Suspended Police Minister Senzo Mchunu at the Madlanga Judicial Commission of Inquiry this week to give evidence on his disbandment of the Political Killings Task Team.
Image: Oupa Mokoena / Independent Newspapers
Drama unfolded at the Madlanga Judicial Commission of Inquiry on Friday night after an evidence leader objected to the manner of the re-examination of suspended police minister Senzo Mchunu by his legal representative.
Advocate Mahlape Sello SC objected to the extent of Advocate Tembeka Ngcukaitobi SC’s re-examination of Mchunu after he concluded giving evidence at the commission of inquiry investigating allegations of criminality, political interference, and corruption in the criminal justice system chaired by retired Constitutional Court Justice Mbuyiseli Madlanga.
A visibly exasperated Sello interjected while Ngcukaitobi was re-examining Mchunu.
“Chair, I apologise Mr. Ngcukaitobi, I beg your forgiveness. I have bitten my tongue for a long time, on particularly this that Mr. Ngcukaitobi is ‘re-examining’ the witness. None of that evidence has been led before this commission. The issues that he has spent a significant time speaking to are matters that are going to be dealt with in the second part of the inquiry,” she explained.
Sello said she struggled to understand how the issues on which Ngcukaitobi was re-examining Mchunu could possibly fall under the category of re-examination.
“Any reader of the transcript will see that none of the testimony with regard to that has been led,” she said, adding that she was seeking the commissioners’ guidance.
In his intervention, Justice Madlanga said he was given to understand that the evidence leaders and Mchunu’s legal counsel had reached an agreement that what would be addressed at this stage would be the disbandment only of the Political Killings Task Team by the minister, who was placed on special leave by President Cyril Ramaphosa following explosive allegations made by KwaZulu-Natal provincial police commissioner Lieutenant-General Nhlanhla Mkhwanazi in July that led to the establishment of the commission.

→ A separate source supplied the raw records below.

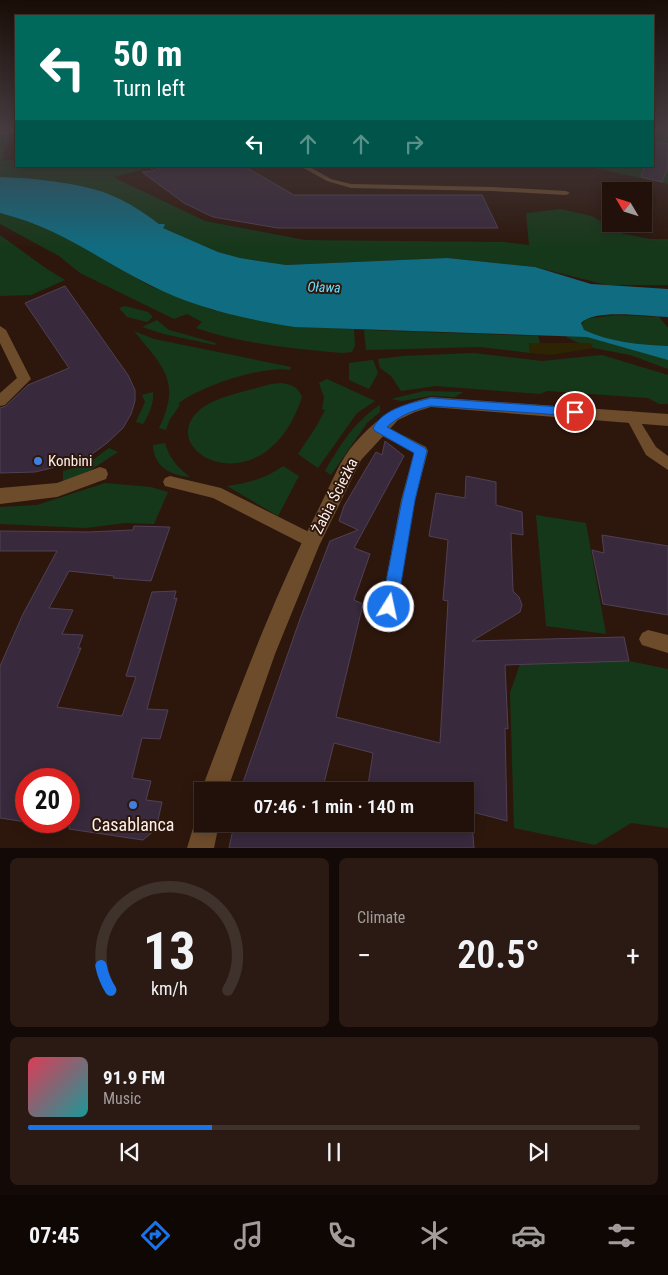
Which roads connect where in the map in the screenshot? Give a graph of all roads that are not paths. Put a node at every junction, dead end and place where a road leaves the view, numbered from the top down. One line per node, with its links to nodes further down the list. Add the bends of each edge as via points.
1 (310, 170): 2 (lane, via 329,180 352,186)
2 (566, 194)
3 (0, 330): 4 (street, via 24,379)
4 (0, 401)
5 (631, 416): 6 (street, Żabia Ścieżka); 7 (street, Żabia Ścieżka, via 431,402 392,416); 8 (lane, via 650,451)
6 (668, 420)
7 (379, 428): 12 (street, Żabia Ścieżka, via 355,455); 13 (lane, via 421,451 408,500)
8 (668, 464)
9 (100, 474): 11 (street, via 57,490)
10 (170, 482): 12 (lane, via 216,492)
11 (0, 496)
12 (312, 541): 16 (street, Żabia Ścieżka, via 264,654)
13 (389, 607)
14 (648, 639): 15 (lane)
15 (668, 644)
16 (217, 782)
17 (204, 832): 18 (street)
18 (200, 848)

“I do not quite see, unless you see otherwise, how paragraph 206 relates to the disbandment,” the commission chairperson stated.
In paragraph 206, Mchunu detailed the cancellation of a R360 million contract awarded to attempted murder accused tender tycoon Vusimuzi “Cat” Matlala’s company Medicare24 Tshwane District by the SA Police Service (SAPS) and how former police minister Bheki Cele featured.
Ngcukaitobi responded to Justice Madlanga: “Mr. Chairman, I will do what the commission wishes. But it’s impossible to separate disbandment from its reasons. The primary reason for the accusations that the disbandment was illegal was that it was motivated by an ulterior motive.”
He said it was grossly unfair that Mchunu was at the commission and this was his first opportunity to tell the commission and the country that he is innocent of corruption.
Justice Madlanga disallowed the question on paragraph 206 and Ngcukaitobi ended his re-examination of Mchunu.
Sello said Ngcukaitobi strayed beyond re-examination and that the moment he went beyond the disestablishment of the PKTT he went beyond the parameters of the agreement reached between the evidence leaders and Mchunu’s legal team but these issues will not be found in the transcript in the evidence when it was led by the minister.
She said Ngcukaitobi made references to Matlala and his relationship with Mchunu as well as ANC fixer and businessman Brown Mogotsi and the R360m SAPS contract.
“What has happened is a topsy-turvy process permitting Mchunu to be re-examined on evidence, firstly, that was not led. He’s got his responses to those allegations in the statement, he has not been taken through them, he has not been confronted with any evidence that could be contradicting the positions he assumes in his statement,” Sello explained.
She continued: “Now, on record and in public, he has had the opportunity to clear his name in circumstances where the evidence leaders have not fully articulated properly what the concerns about those issues are. It is exceptionally topsy-turvy.”
The commission will resume next year with its second phase at a date to be announced.